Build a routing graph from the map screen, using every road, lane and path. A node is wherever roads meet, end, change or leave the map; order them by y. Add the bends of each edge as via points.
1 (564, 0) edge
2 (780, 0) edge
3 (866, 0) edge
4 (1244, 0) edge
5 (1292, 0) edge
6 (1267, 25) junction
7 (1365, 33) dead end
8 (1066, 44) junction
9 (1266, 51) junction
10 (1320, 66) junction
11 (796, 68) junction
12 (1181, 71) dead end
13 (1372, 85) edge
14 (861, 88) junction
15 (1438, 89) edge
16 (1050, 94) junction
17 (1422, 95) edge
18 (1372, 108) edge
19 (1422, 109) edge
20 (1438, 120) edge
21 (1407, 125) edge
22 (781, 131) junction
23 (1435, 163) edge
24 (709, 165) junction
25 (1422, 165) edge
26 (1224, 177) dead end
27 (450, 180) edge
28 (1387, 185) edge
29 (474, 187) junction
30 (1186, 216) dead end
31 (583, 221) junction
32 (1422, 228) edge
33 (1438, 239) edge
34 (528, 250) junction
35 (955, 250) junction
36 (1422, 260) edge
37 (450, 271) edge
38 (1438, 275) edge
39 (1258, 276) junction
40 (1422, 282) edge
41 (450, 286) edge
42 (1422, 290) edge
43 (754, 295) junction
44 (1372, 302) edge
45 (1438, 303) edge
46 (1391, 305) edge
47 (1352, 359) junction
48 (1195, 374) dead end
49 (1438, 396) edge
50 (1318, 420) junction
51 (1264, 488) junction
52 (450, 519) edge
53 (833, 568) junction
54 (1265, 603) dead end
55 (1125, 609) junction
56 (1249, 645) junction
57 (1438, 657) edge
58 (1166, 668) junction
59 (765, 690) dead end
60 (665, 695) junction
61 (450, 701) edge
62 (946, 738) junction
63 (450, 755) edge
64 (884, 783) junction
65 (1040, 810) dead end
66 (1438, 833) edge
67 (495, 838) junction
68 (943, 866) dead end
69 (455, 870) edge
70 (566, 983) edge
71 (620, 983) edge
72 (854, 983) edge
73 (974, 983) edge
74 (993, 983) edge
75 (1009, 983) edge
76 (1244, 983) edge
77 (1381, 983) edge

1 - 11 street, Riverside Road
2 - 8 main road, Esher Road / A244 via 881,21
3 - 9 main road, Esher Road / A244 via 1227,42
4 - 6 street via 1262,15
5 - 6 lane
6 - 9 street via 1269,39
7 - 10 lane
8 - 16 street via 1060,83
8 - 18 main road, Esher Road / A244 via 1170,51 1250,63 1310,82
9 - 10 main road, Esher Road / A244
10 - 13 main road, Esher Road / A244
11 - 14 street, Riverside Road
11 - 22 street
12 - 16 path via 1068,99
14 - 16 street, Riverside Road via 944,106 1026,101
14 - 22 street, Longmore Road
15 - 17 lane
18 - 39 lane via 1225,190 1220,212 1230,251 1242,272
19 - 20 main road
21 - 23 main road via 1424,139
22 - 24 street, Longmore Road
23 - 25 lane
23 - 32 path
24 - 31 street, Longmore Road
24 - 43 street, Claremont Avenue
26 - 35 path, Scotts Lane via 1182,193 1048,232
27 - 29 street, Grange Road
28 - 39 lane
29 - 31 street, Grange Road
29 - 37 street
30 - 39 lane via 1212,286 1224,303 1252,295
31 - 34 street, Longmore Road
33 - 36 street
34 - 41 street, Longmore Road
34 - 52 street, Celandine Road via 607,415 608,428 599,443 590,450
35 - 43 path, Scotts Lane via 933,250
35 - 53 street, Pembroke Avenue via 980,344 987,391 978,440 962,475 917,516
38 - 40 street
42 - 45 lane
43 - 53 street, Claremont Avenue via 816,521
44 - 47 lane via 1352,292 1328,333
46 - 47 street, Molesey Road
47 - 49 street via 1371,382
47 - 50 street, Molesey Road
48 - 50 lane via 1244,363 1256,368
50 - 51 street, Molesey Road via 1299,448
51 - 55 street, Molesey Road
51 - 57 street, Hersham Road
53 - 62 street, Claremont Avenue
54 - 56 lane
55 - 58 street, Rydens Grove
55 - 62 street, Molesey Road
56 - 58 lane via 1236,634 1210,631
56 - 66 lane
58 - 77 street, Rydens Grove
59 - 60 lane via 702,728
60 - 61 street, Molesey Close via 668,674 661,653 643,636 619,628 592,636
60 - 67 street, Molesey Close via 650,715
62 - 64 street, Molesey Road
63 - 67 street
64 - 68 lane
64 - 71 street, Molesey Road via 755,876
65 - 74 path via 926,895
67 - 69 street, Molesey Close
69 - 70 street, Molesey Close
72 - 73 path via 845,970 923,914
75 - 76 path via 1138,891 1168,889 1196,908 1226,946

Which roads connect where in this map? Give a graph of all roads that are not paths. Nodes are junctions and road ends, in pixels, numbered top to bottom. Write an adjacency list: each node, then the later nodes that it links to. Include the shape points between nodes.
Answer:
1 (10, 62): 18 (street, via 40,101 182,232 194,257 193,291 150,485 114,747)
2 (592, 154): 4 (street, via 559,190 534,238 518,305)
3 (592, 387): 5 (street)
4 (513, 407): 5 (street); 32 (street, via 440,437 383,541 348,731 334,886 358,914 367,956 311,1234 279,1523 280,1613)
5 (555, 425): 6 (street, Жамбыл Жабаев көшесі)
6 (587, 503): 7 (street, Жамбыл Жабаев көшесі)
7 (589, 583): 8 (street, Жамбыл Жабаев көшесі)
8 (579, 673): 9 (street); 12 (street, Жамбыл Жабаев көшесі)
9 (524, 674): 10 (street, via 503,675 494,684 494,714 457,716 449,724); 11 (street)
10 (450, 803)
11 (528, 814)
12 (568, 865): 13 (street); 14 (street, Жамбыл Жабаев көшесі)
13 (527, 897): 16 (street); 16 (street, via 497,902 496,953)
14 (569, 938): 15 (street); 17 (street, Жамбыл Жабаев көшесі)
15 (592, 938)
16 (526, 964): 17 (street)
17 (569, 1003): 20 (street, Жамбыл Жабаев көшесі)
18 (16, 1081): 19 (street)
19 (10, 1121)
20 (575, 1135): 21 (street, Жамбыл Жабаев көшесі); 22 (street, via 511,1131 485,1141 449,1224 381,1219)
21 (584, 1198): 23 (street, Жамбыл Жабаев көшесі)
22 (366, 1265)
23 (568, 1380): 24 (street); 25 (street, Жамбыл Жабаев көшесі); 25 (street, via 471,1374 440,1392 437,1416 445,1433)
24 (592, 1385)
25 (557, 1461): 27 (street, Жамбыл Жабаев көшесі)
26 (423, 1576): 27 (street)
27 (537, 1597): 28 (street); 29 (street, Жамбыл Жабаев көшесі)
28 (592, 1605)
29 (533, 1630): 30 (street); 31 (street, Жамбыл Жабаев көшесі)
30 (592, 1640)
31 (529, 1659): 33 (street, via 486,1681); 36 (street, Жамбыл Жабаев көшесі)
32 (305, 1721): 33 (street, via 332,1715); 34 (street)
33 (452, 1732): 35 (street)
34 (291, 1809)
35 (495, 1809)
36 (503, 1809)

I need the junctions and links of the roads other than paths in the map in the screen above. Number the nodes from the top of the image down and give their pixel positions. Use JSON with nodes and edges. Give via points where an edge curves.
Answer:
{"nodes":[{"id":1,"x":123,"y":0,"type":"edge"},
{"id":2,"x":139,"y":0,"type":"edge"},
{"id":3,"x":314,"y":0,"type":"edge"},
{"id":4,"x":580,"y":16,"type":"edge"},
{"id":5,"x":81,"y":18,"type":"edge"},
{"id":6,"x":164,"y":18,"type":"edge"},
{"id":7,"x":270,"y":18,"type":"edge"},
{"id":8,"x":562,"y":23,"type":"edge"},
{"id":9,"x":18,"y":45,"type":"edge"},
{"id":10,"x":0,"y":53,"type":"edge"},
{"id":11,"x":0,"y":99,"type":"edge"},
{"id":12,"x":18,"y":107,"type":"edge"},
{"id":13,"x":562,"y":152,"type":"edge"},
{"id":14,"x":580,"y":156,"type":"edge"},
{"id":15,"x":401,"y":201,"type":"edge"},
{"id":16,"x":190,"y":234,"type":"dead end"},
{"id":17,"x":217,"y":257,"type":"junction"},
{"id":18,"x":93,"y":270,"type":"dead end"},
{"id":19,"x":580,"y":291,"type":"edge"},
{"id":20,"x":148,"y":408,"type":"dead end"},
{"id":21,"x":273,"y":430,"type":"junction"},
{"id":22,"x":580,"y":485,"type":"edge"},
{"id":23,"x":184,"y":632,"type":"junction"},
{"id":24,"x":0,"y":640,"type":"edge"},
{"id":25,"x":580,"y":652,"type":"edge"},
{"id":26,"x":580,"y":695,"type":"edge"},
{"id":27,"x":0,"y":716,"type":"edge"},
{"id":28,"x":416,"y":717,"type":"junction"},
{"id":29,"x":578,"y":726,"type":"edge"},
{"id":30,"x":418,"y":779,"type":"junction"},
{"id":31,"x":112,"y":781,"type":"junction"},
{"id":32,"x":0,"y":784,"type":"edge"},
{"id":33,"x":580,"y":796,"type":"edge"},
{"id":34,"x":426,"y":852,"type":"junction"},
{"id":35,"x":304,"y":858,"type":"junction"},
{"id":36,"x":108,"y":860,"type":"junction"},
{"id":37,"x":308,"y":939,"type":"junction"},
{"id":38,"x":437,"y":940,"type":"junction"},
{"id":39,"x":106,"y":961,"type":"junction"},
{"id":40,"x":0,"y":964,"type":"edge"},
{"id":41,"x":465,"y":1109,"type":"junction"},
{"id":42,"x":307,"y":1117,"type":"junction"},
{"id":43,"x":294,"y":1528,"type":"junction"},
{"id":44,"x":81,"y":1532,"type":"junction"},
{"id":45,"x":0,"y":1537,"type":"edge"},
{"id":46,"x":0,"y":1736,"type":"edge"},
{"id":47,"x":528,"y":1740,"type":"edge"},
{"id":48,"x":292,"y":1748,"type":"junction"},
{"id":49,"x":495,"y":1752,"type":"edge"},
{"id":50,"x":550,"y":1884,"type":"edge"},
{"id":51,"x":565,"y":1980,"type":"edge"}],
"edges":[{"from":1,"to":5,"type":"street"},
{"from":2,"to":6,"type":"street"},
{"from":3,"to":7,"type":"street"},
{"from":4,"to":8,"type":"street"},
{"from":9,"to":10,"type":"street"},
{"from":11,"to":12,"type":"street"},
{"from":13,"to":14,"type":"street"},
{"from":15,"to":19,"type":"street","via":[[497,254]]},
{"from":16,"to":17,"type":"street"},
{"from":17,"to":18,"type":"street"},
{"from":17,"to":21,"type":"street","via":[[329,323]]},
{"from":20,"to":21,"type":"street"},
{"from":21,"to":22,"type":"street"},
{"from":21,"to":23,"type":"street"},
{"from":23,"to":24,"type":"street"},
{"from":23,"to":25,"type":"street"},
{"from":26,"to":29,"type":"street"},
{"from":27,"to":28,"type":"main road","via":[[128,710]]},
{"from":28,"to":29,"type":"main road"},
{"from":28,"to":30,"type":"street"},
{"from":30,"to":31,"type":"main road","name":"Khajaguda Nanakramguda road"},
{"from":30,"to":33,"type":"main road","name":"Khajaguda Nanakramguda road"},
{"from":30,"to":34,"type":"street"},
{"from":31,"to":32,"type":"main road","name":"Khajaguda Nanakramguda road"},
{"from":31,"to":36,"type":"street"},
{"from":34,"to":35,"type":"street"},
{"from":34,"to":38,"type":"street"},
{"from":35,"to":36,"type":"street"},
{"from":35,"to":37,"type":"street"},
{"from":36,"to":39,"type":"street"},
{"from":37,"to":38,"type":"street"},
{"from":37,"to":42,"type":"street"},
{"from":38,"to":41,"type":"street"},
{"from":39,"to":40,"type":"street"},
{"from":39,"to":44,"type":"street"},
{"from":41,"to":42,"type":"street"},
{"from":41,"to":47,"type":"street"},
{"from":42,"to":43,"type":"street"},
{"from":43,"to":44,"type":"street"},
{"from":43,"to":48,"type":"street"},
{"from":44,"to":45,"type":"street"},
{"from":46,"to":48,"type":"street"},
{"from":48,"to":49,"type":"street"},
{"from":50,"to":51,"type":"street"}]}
--------------------------------
Go through the listing above and return each line that includes the word "Scotts".

Solution to this problem:
26 - 35 path, Scotts Lane via 1182,193 1048,232
35 - 43 path, Scotts Lane via 933,250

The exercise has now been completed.